Le Comptoir : Un des événements cruciaux dans la carrière de Marco Ferreri (1928-1997) fut sa rencontre avec l’écrivain espagnol Rafael Azcona dans les années 1950. Est-ce lui qui l’a poussé dans une veine ouvertement satirique ? Comment le public et les autorités espagnoles ont-elles réagi aux deux films qu’ils ont réalisés ensemble ?
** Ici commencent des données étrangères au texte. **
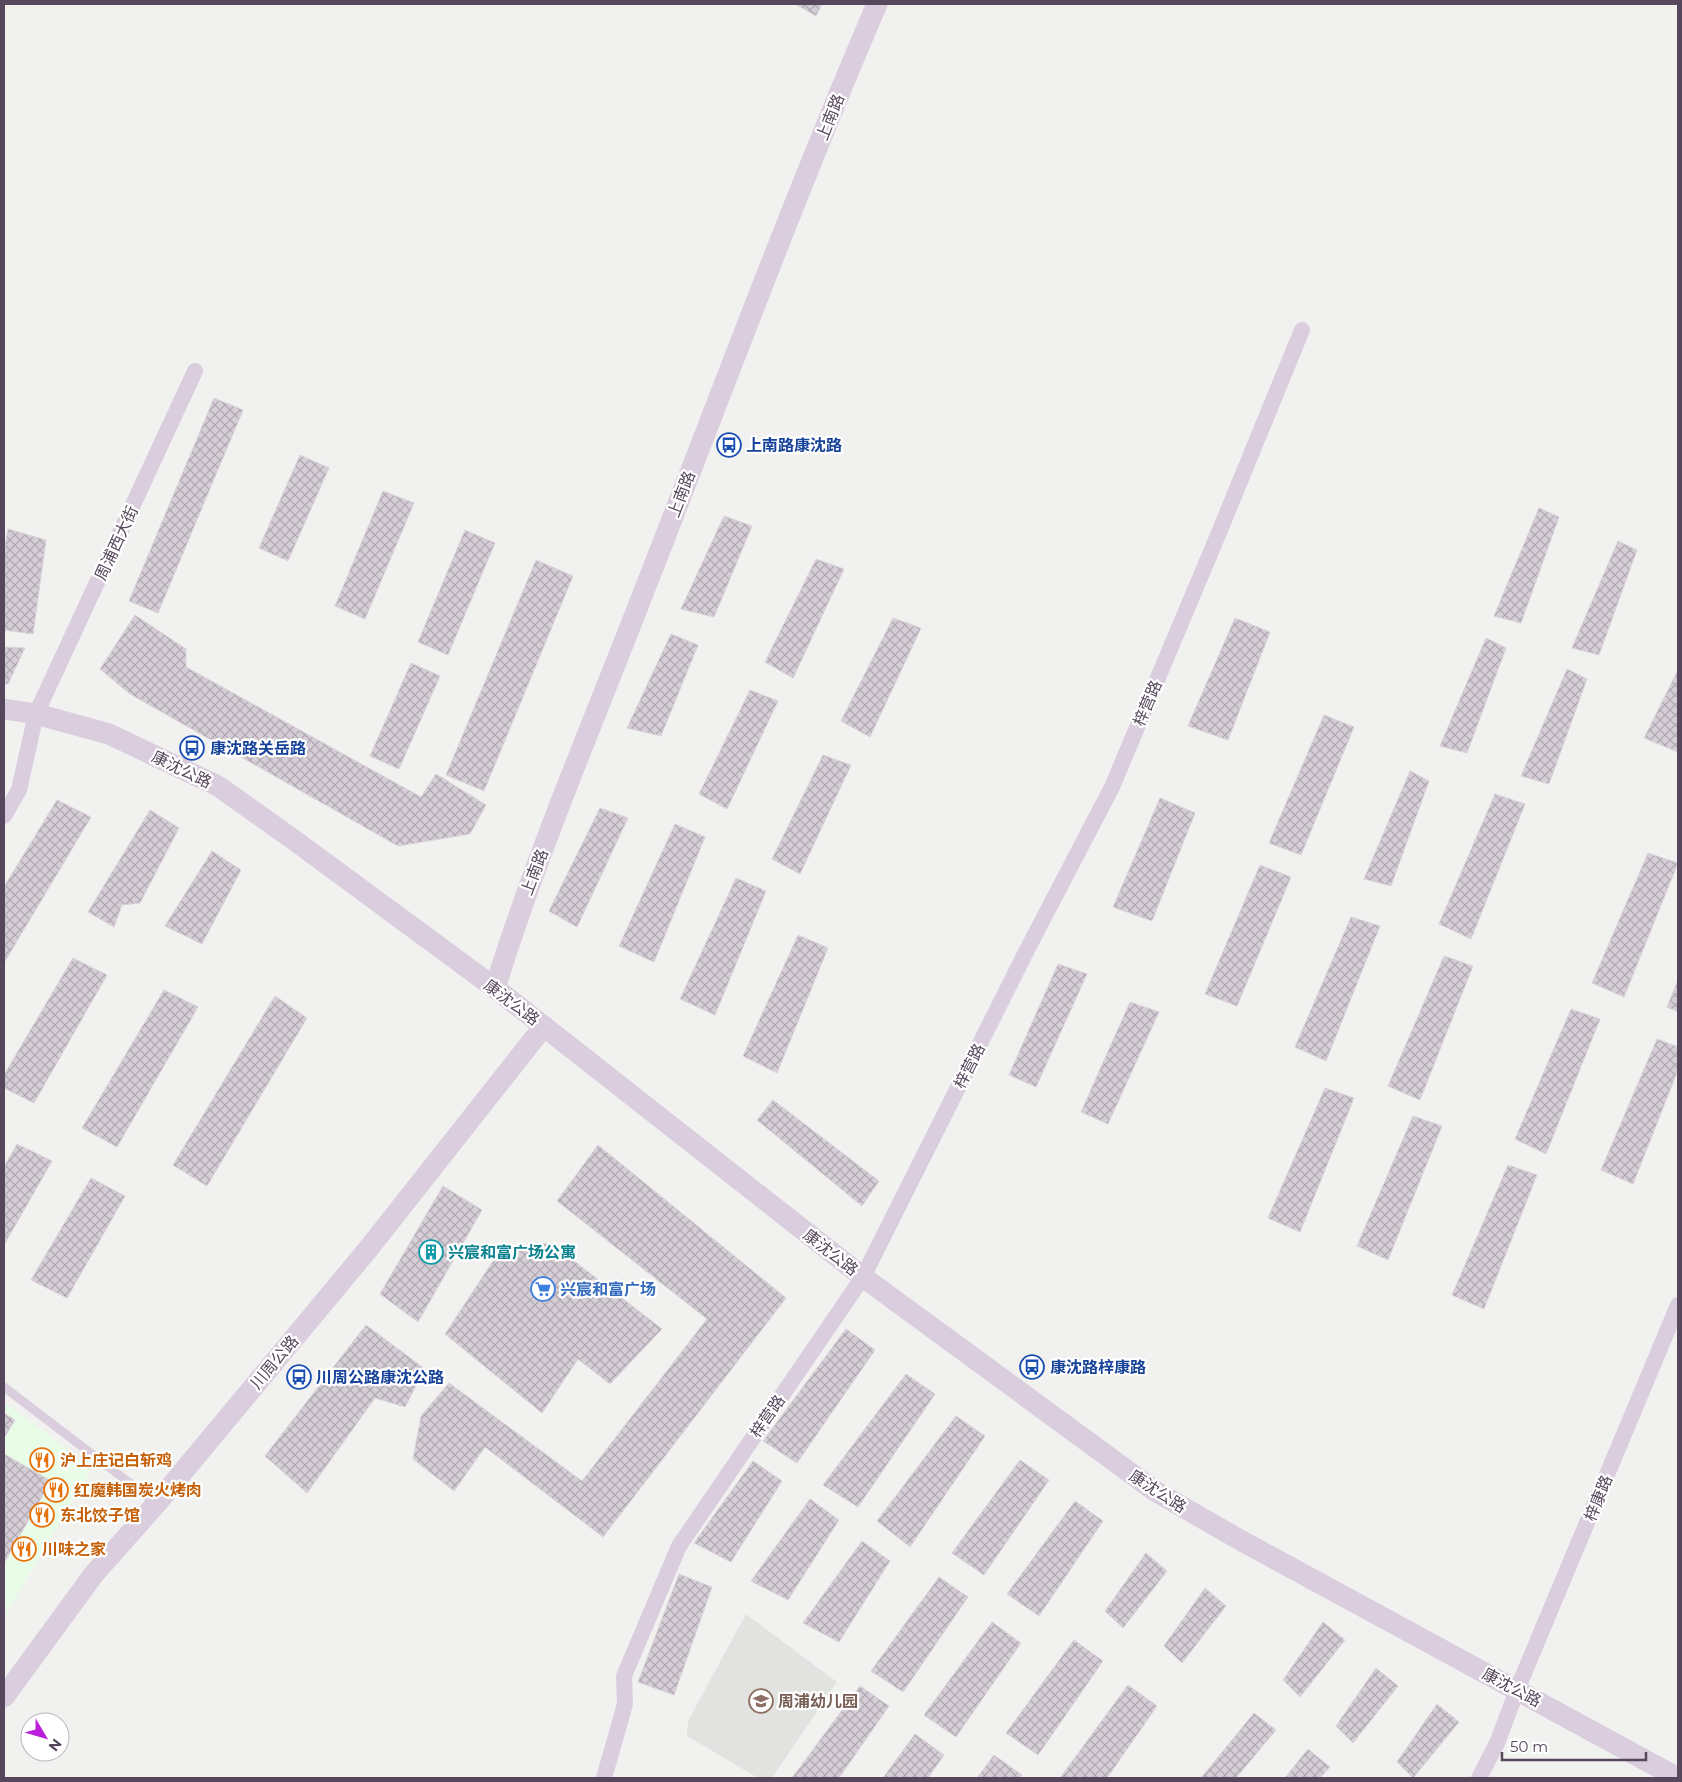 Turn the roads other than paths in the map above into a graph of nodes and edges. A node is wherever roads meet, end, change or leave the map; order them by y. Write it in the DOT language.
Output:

Gabriela Trujillo - Marco Ferreri.jpgGabriela Trujillo : À l’arrivée de Marco Ferreri à Madrid, Rafael Azcona est déjà un journaliste satirique établi au sein de l’équipe de La Codorniz, une revue qui se distinguait par une veine irrévérencieuse, toujours à la limite de l’anti-franquisme. Azcona avait publié des récits, un roman, dont Ferreri veut absolument produire l’adaptation. Les deux se rencontrent alors, Ferreri envisageant un film pour lequel manquent à la fois le réalisateur et l’argent. Azcona, voyant que Ferreri est un producteur fauché, lui propose de devenir plutôt réalisateur du projet, afin de faire appel à un vrai producteur qui, lui, saurait trouver de l’argent.

 

Ferreri dirige donc son premier film, El pisito (L’appartement, 1959), d’après un récit d’Azcona. Par la suite, après l’échec de son deuxième film Los chicos la même année (écrit par Leonardo Martin), le cinéaste italien revient travailler avec Azcona pour une perle de sa première période, le très remarqué El cochecito (La Petite Voiture, 1960). C’est surtout avec ce troisième long métrage que Ferreri s’attire les foudres de la censure franquiste, à cause de la figure de ce vieillard indigne qui veut tuer sa famille afin de s’acheter une voiturette pour rejoindre ses copains handicapés.